Deus do céu, pode haver coisa mais ridícula que a votação do Dia do Orgulho Hétero na Câmara Municipal de São Paulo? Atenção: minha posição não é contra a heterossexualidade! Mas a criação de datas específicas costuma corresponder a critérios históricos. Os negros são prestigiados porque foram escravos e sofrem preconceito e discriminação social até agora. Os gays porque até hoje são alvo de violência e discriminação. Há também o Dia da Mulher que reafirma a conquista dos direitos femininos, após uma longa luta. E até hoje, falando francamente, negros têm menos oportunidades profissionais e mulheres costumam ganhar menos do que homens. Também gays sofrem profissionalmente, além de serem agredidos nas ruas.
Seria cômico se não fosse trágico. Surge uma espécie de movimento para defender os heterossexuais de supostos privilégios gays. Juro, eu não vejo héteros sendo alvo de chacota por serem héteros. Nem apanhando nas ruas. Ou sofrendo níveis de discriminação profissional. Ainda estou para conhecer um pai ou uma mãe que expulse o filho de casa por ser hetero. Alguém conhece? O vereador Carlos Apolinário defendeu a “moral e bons costumes”. Já repararam que quando alguém quer arrancar votos fala nisso? Mas não explica o que é moral e bons costumes. O deputado, ligado a igrejas protestantes, talvez não esteja entendendo em profundidade a fé cristã. A grande importância de Cristo, no plano das ideias, da ética e da fé, foi justamente transformar a visão de “olho por olho, dente por dente”, do Velho Testamento, em “amai o próximo como a ti mesmo”, do Novo. A humanidade deu um grande passo do ponto de vista ético, com o Cristianismo, pois Cristo trouxe a religião do perdão em contraposição à do confronto.
Bom costume para mim é, justamente, ter uma visão cristã da vida. Moral é viver de acordo com princípios éticos.

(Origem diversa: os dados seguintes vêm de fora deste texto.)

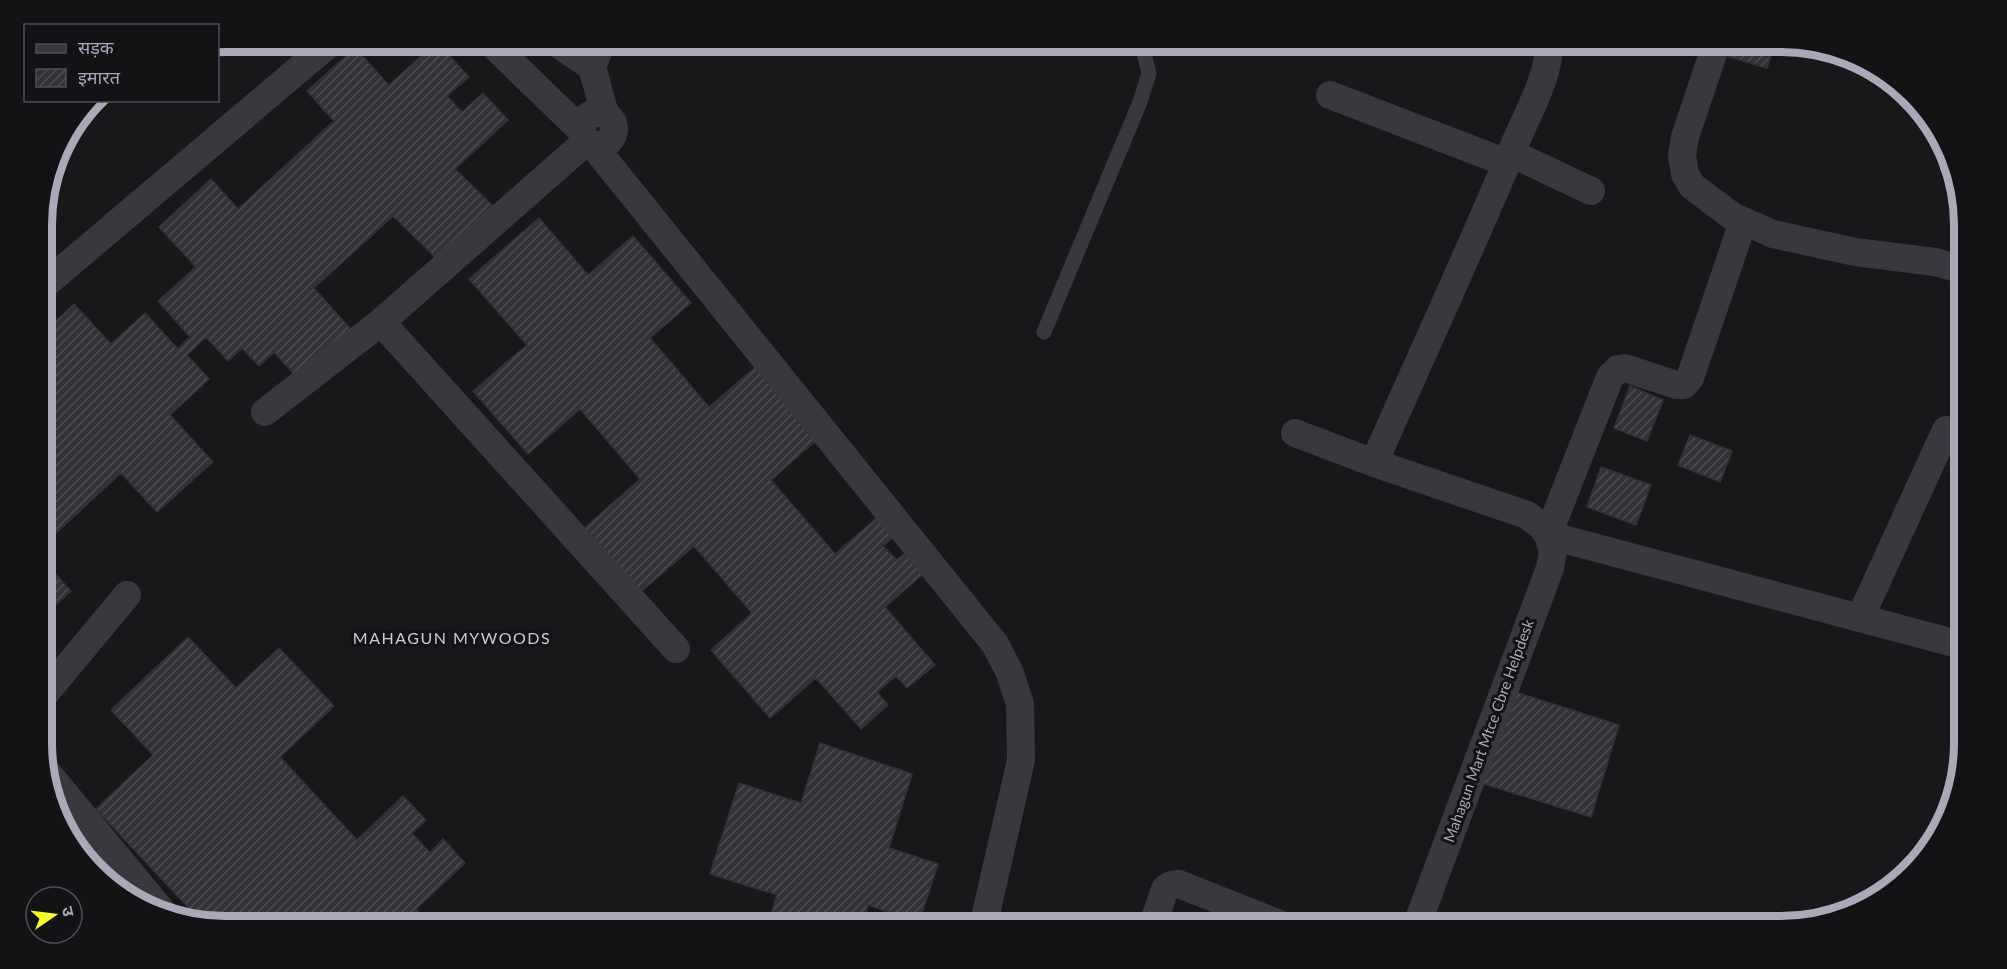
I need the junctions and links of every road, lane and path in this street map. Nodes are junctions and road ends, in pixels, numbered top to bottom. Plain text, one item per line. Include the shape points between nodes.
1 (319, 52) edge
2 (500, 52) edge
3 (1144, 52) edge
4 (1550, 52) edge
5 (1714, 52) edge
6 (597, 54) edge
7 (1330, 95) dead end
8 (587, 139) junction
9 (1509, 158) junction
10 (1591, 191) dead end
11 (1743, 222) junction
12 (1954, 267) edge
13 (53, 278) edge
14 (381, 322) junction
15 (1044, 332) dead end
16 (265, 412) dead end
17 (1946, 430) dead end
18 (1295, 433) dead end
19 (1374, 463) junction
20 (1548, 535) junction
21 (127, 595) dead end
22 (1860, 618) junction
23 (1954, 643) edge
24 (676, 649) dead end
25 (52, 686) edge
26 (60, 793) edge
27 (151, 899) edge
28 (986, 916) edge
29 (1156, 916) edge
30 (1259, 916) edge
31 (1420, 916) edge

1 - 13 street
2 - 8 street
3 - 15 lane via 1149,73 1140,102
4 - 9 street
5 - 11 street via 1685,137 1684,174 1692,186
6 - 8 street via 605,114 614,127 612,137 603,144
7 - 9 street
8 - 14 street
8 - 28 street via 995,644 1020,704 1021,760
9 - 10 street
9 - 19 street
11 - 12 street via 1773,234 1855,252
11 - 20 street via 1690,378 1684,385 1676,385 1625,368 1610,377
14 - 16 street
14 - 24 street
17 - 22 street
18 - 19 street
19 - 20 street via 1527,515
20 - 22 street
20 - 31 street, Mahagun Mart Mtce Cbre Helpdesk via 1553,551 1550,568
21 - 25 street
22 - 23 street
26 - 27 street
29 - 30 street via 1165,889 1179,884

Mas o que o vereador propõe? O confronto. Sua obsessão, aliás, são os gays. Já fez um projeto contra a Parada Gay. Já foi, como deputado, contra a PL122, projeto de lei pelos direitos homossexuais. Agora conseguiu passar esse Dia do Orgulho Hétero.
Tudo bem. Se houver a Parada do Orgulho Hétero, vou com prazer. Como será? Com caminhões de mulatas sambando? Não, não, o vereador é religioso. Será uma passeata de casais bem formais, eles de terno e gravata, elas de vestidinho sem decote? Tudo bem careta? Epa! Mas aí não vai ser a Parada do Orgulho Hétero. Mas o dia da posição “Papai e Mamãe”. Gente, ser hétero não é ser careta! Muito pelo contrário!
No final de contas, cada vez que eu vejo uma coisa dessas, olho para a foto de quem propôs. No caso, o vereador Carlos Apolinário. E penso:
— Por que esse tipo de projeto sempre é inventado por gente feia?
Acho que os bonitos e as bonitas estão se divertindo!
Vamos lá, Kassab, agora só depende da sua sanção!